▶ _TASK DIRECTIONS_: Look through the listing below for the word "pixel" and copy every line where it occurs.

▶ _INPUT MATERIAL_:
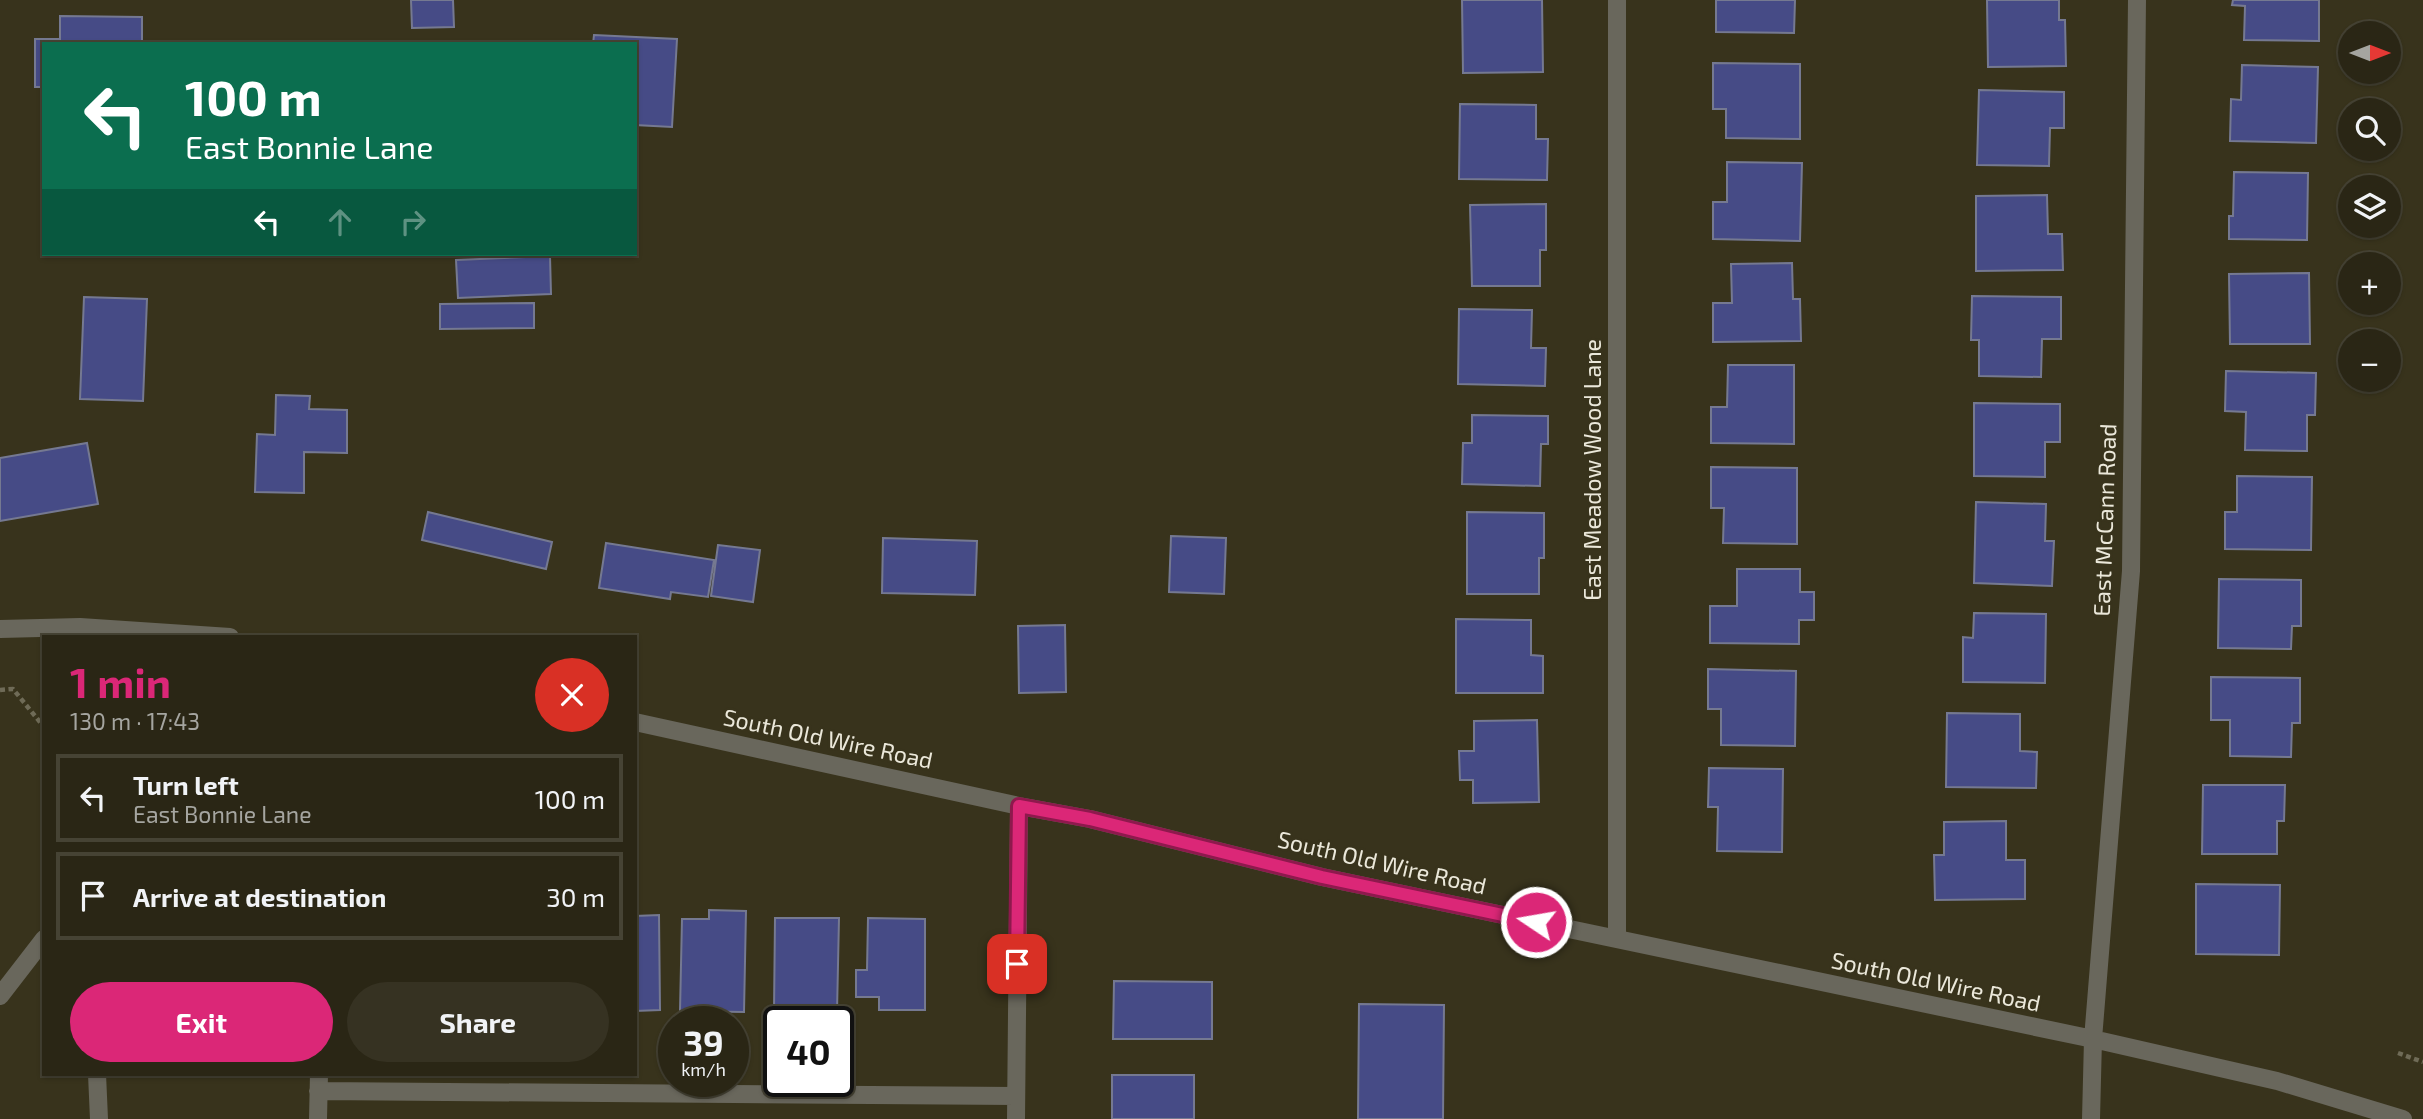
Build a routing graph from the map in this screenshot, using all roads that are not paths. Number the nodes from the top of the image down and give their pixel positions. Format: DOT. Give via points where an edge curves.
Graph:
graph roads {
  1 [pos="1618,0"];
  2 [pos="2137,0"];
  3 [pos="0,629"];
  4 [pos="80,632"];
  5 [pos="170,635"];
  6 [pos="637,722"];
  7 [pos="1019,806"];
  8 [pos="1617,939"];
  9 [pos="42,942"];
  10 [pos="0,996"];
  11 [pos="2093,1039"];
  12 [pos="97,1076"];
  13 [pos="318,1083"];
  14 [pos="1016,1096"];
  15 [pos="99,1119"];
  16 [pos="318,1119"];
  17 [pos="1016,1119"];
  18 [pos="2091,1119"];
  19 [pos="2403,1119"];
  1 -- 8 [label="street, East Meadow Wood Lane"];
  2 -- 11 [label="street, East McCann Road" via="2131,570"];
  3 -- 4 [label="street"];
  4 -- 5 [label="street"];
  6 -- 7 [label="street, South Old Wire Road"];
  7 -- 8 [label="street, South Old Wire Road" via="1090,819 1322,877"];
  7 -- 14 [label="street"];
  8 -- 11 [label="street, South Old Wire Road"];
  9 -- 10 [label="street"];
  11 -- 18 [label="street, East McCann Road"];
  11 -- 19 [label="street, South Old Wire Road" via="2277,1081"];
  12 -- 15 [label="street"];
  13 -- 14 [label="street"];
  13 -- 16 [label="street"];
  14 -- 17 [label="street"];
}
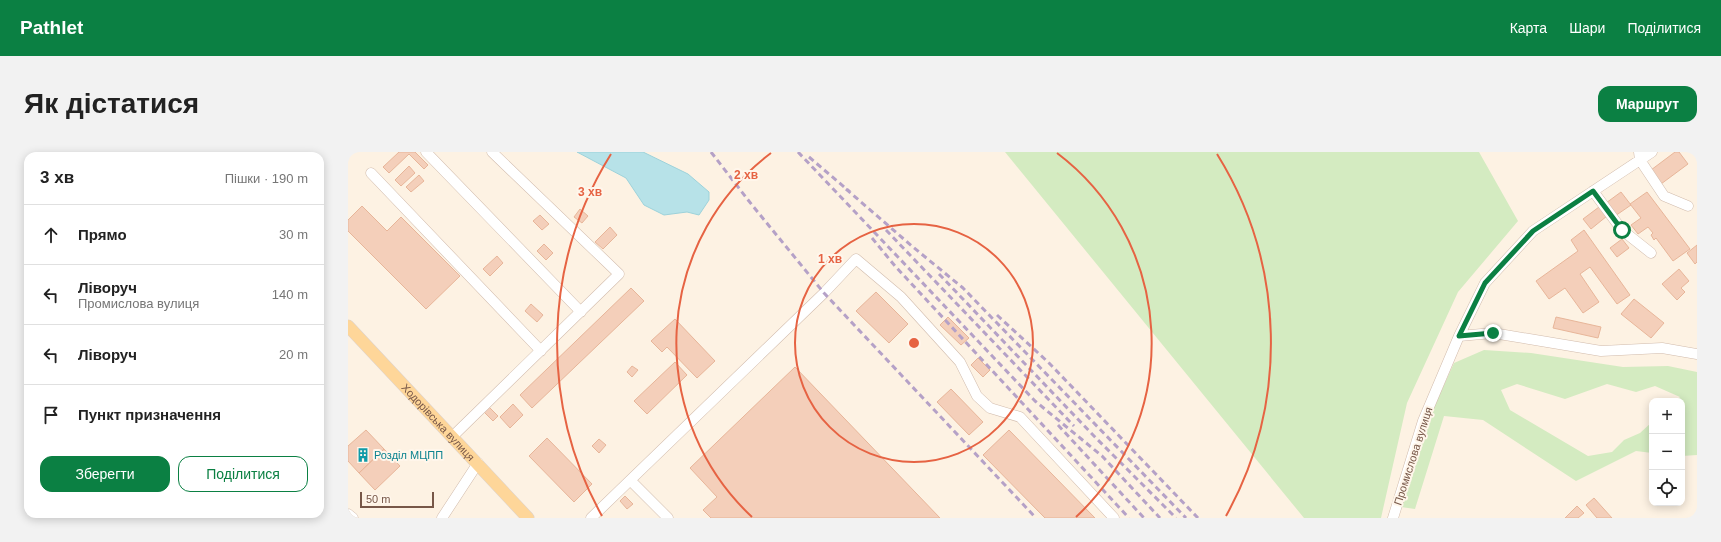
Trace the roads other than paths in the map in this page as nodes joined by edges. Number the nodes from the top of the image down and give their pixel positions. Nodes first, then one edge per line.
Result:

▶ _EXERCISE ANSWER_:
Build a routing graph from the map in this screenshot, using all roads that are not paths. Number the nodes from the top of the image down and give their pixel positions. Format: DOT. Give via points where an edge curves.
Trace the roads other than paths in the map in this page as nodes joined by edges. Number the nodes from the top of the image down and give their pixel positions. Nodes first, then one edge per line.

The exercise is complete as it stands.